From the early days of his presidency, actually even from before Donald Trump took office, his administration has been compared to a kakistocracy. The president himself was deemed unqualified to be commander-in-chief. His assertion that "I alone can fix it" in his convention speech has always been ingested with a grain of salt. Presidents don't need to be experts. However, they are expected to surround themselves with skilled professionals. Trump's insistence that he knows more than the specialists has become laughable. His cabinet choices have not instilled confidence in the administration's ability to run the government. Rex Tillerson, his first Secretary of State, had zero background in diplomacy of foreign affairs. Jeff Sessions, who was denied a role as federal judge during the 1980s, amid a racism controversy, became Attorney General. Neurosurgeon Ben Carson, without a background in housing policy, who early on ruled himself out of a cabinet position because he felt he had no government experience, became Secretary of Housing and Urban Development. Former Texas Governor Rick Perry ran for president on a platform to abolish the Department of Energy, until Mr. Trump made him its leader. Betsy DeVos, who has derided public education, favoring school choice and vouchers instead, became Secretary of Education. And the list goes on.

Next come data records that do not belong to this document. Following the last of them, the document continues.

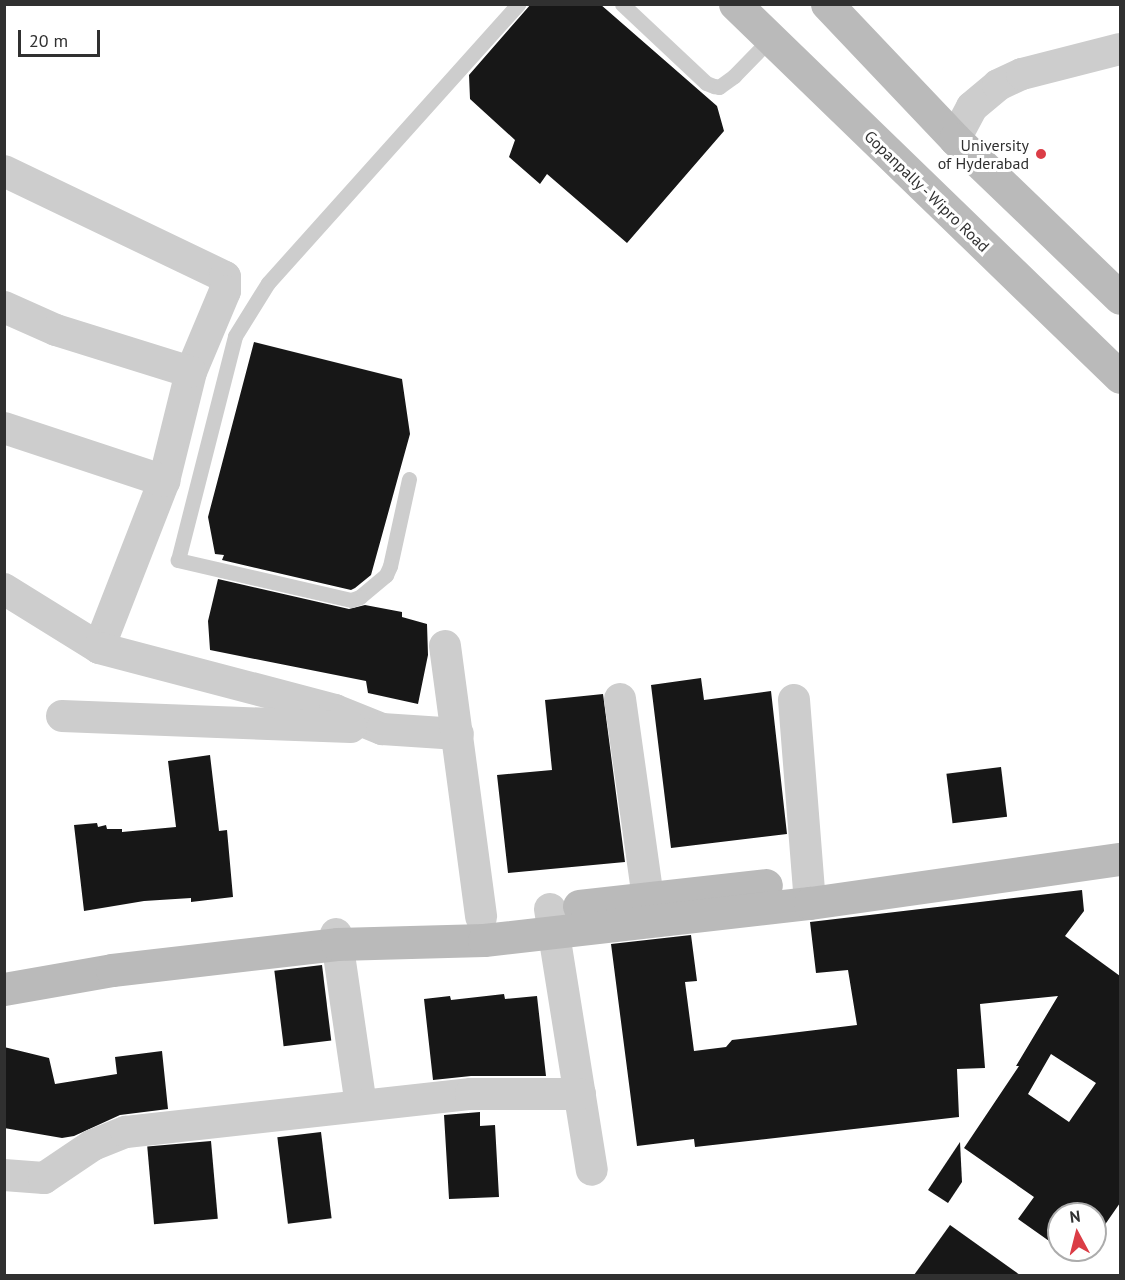 <!DOCTYPE html>
<style>
body{margin:0}
#map{position:relative;width:1125px;height:1280px;overflow:hidden;background:#fff;font-family:"PT Sans",sans-serif}
div>[style]{position:absolute}
[style*='--x']{left:calc(var(--x)*1px);top:calc(var(--y)*1px);width:calc(var(--w)*1px);rotate:calc(var(--a)*1deg)}
.building>*{inset:0;background:#171717;transform-origin:0 0}
.lane>*{height:15px;margin:-7.5px;padding:0 7.5px;transform-origin:7.5px;border-radius:7.5px;background:#cdcdcd}
.street>*{height:32px;margin:-16px;padding:0 16px;transform-origin:16px;border-radius:16px;background:#cdcdcd}
.secondary>*{height:33px;margin:-16.5px;padding:0 16.5px;transform-origin:16.5px;border-radius:16.5px;background:#bababa}
.dots>*{width:16px;height:16px;translate:-50% -50%;box-sizing:border-box;border:3px solid #fff;border-radius:50%}
span{translate:-50% -50%;white-space:nowrap;text-align:center;line-height:1.15;-webkit-text-stroke:6px #fff;paint-order:stroke}
.poi-label{font-size:16px;color:#303030}
.right{translate:-100% -50%;text-align:right}
.street-label{font-size:16px;color:#303030}
.frame{position:absolute;inset:0;border:6px solid #303030;pointer-events:none}
.north{position:absolute;left:1047px;top:1202px;width:60px;height:60px;box-sizing:border-box;background:#fff;border:2px solid #acacac;border-radius:50%;rotate:353deg;font-size:16px;font-weight:700;line-height:24px;text-align:center;color:#303030}
.north::after{content:'';display:block;margin:auto;width:21px;height:27px;background:#db3d46;clip-path:polygon(50% 0,100% 100%,50% 72%,0 100%)}
.scale{position:absolute;left:18px;top:30px;width:82px;height:27px;box-sizing:border-box;border:3px solid #303030;border-top:0;padding-left:8px;font-size:18px;line-height:21px;white-space:nowrap;color:#303030;-webkit-text-stroke:4px #fff;paint-order:stroke}
</style>
<div id="map">
<div class="building">
<i style="clip-path:polygon(531px 4px,600px 4px,717px 106px,724px 131px,627px 243px,547px 174px,540px 184px,509px 157px,515px 140px,470px 99px,469px 75px)"></i>
<i style="clip-path:polygon(254px 342px,402px 379px,410px 434px,371px 575px,355px 588px,351px 590px,222px 560px,224px 555px,215px 554px,208px 517px)"></i>
<i style="clip-path:polygon(218px 579px,349px 609px,365px 605px,402px 612px,402px 617px,427px 624px,428px 655px,418px 704px,368px 693px,366px 681px,210px 650px,208px 621px)"></i>
<i style="clip-path:polygon(701px 678px,704px 700px,771px 691px,787px 834px,671px 848px,651px 685px)"></i>
<i style="clip-path:polygon(603px 694px,625px 862px,508px 873px,497px 775px,552px 770px,545px 700px)"></i>
<i style="clip-path:polygon(210px 755px,219px 831px,227px 830px,233px 897px,191px 902px,191px 898px,144px 901px,84px 911px,74px 825px,97px 823px,98px 827px,106px 825px,107px 829px,122px 829px,122px 832px,176px 827px,168px 761px)"></i>
<i style="left:1001px;top:767px;width:50px;height:55px;rotate:83deg"></i>
<i style="clip-path:polygon(evenodd,1082px 890px,1084px 911px,1065px 936px,1120px 976px,1120px 1203px,1095px 1239px,1095px 1214px,1059px 1214px,1059px 1248px,1018px 1219px,1034px 1197px,964px 1148px,1019px 1066px,1016px 1066px,1058px 996px,980px 1004px,985px 1068px,957px 1069px,959px 1117px,695px 1147px,694px 1139px,637px 1146px,611px 944px,691px 935px,697px 981px,685px 982px,694px 1051px,726px 1047px,732px 1040px,857px 1025px,848px 970px,816px 973px,810px 922px,1082px 890px,1051px 1054px,1096px 1083px,1069px 1122px,1028px 1094px,1051px 1054px)"></i>
<i style="left:322px;top:965px;width:76px;height:48px;rotate:83deg"></i>
<i style="clip-path:polygon(504px 994px,505px 999px,537px 996px,546px 1076px,471px 1076px,433px 1080px,424px 999px,450px 996px,451px 1000px)"></i>
<i style="clip-path:polygon(4px 1047px,49px 1058px,55px 1084px,117px 1074px,115px 1057px,162px 1051px,168px 1109px,120px 1115px,74px 1136px,62px 1138px,4px 1128px)"></i>
<i style="clip-path:polygon(480px 1112px,480px 1126px,495px 1125px,499px 1197px,449px 1199px,444px 1115px)"></i>
<i style="left:321px;top:1132px;width:87px;height:44px;rotate:83deg"></i>
<i style="left:211px;top:1141px;width:78px;height:64px;rotate:85deg"></i>
<i style="clip-path:polygon(960px 1142px,962px 1182px,948px 1203px,928px 1190px)"></i>
<i style="clip-path:polygon(950px 1225px,1020px 1275px,914px 1275px)"></i>
</div>
<div class="lane">
<i style="--x:622;--y:4;--w:115;--a:43.2"></i>
<i style="--x:706;--y:83;--w:9;--a:21"></i>
<i style="--x:714;--y:86;--w:5;--a:11"></i>
<i style="--x:719;--y:87;--w:19;--a:-36"></i>
<i style="--x:734;--y:76;--w:52;--a:-45.8"></i>
<i style="--x:409;--y:479;--w:89;--a:102.3"></i>
<i style="--x:390;--y:566;--w:10;--a:114"></i>
<i style="--x:386;--y:575;--w:34;--a:140"></i>
<i style="--x:360;--y:597;--w:9;--a:162"></i>
<i style="--x:351;--y:600;--w:178;--a:-167"></i>
<i style="--x:178;--y:560;--w:231;--a:-75.7"></i>
<i style="--x:235;--y:336;--w:62;--a:-58.1"></i>
<i style="--x:268;--y:283;--w:375;--a:-48.1"></i>
</div>
<div class="street">
<i style="--x:955;--y:139;--w:36;--a:-62"></i>
<i style="--x:972;--y:107;--w:34;--a:-40"></i>
<i style="--x:998;--y:85;--w:26;--a:-25"></i>
<i style="--x:1022;--y:74;--w:101;--a:-14.3"></i>
<i style="--x:4;--y:171;--w:245;--a:25.6"></i>
<i style="--x:225;--y:277;--w:14;--a:90"></i>
<i style="--x:225;--y:291;--w:88;--a:112.8"></i>
<i style="--x:191;--y:372;--w:112;--a:103.9"></i>
<i style="--x:164;--y:481;--w:179;--a:111.3"></i>
<i style="--x:4;--y:307;--w:57;--a:23.9"></i>
<i style="--x:56;--y:330;--w:141;--a:17.3"></i>
<i style="--x:4;--y:428;--w:169;--a:18.3"></i>
<i style="--x:4;--y:589;--w:112;--a:31.8"></i>
<i style="--x:99;--y:648;--w:244;--a:14.7"></i>
<i style="--x:335;--y:710;--w:51;--a:22"></i>
<i style="--x:382;--y:729;--w:76;--a:3.8"></i>
<i style="--x:445;--y:646;--w:273;--a:82.4"></i>
<i style="--x:620;--y:699;--w:200;--a:82"></i>
<i style="--x:794;--y:700;--w:204;--a:85.5"></i>
<i style="--x:62;--y:716;--w:289;--a:2.2"></i>
<i style="--x:550;--y:909;--w:264;--a:80.9"></i>
<i style="--x:336;--y:934;--w:173;--a:81.7"></i>
<i style="--x:4;--y:1175;--w:40;--a:4.3"></i>
<i style="--x:44;--y:1178;--w:59;--a:-34"></i>
<i style="--x:93;--y:1145;--w:35;--a:-22"></i>
<i style="--x:126;--y:1132;--w:347;--a:-6.3"></i>
<i style="--x:471;--y:1094;--w:109;--a:0"></i>
</div>
<div class="secondary">
<i style="--x:735;--y:4;--w:536;--a:44.09"></i>
<i style="--x:827;--y:4;--w:186;--a:46.5"></i>
<i style="--x:955;--y:139;--w:229;--a:43.9"></i>
<i style="--x:579;--y:906;--w:188;--a:-6.4"></i>
<i style="--x:4;--y:989;--w:110;--a:-10"></i>
<i style="--x:112;--y:970;--w:226;--a:-6.6"></i>
<i style="--x:337;--y:944;--w:147;--a:-1.6"></i>
<i style="--x:484;--y:940;--w:328;--a:-6.5"></i>
<i style="--x:810;--y:903;--w:313;--a:-8.1"></i>
</div>
<div class="dots">
<i style="left:1041px;top:154px;background:#db3d46"></i>
</div>
<div class="poi-label">
<span class="right" style="left:1029px;top:154px">University<br>of Hyderabad</span>
</div>
<div class="street-label">
<span style="left:927px;top:191px;rotate:44deg">Gopanpally - Wipro Road</span>
</div>
<div class="frame"></div>
<div class="north">N</div>
<div class="scale">20 m</div>
</div>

It is certainly true that kakistocracy as a concept can be abused. It is not difficult to surmise that in every generation there are those who consider their government as the worst ever; The term is often invoked to tarnish any government one disagrees with. But the populist revolution convulsing the world today has led many to discover that "corrupt, dishonest and incompetent politicians, regulators and bureaucrats were put in charge by self-absorbed, selfish and ignorant citizens." (Michael Lewitt, "Investing in a Kakistocracy," Forbes, Oct. 13, 2016).
Be it as it may, Donald Trump's self-centered know-it-all attitude and his lackeys have done little to calm the country's jitters. His claim to have inherited genes from his "great super-genius uncle" who taught at MIT, while waving off medical professionals standing next to him and asserting to have a "natural ability" to understand how to handle the coronavirus threat was hardly reassuring. Our lives and fortunes are at stake. For once, Mr. Trump ought to retire to one of his golf courses, stop worrying about the allegiance of his staff, keep his mouth shut and let he real professionals handle this without being unduly pressured by politics. Real leadership demands no less.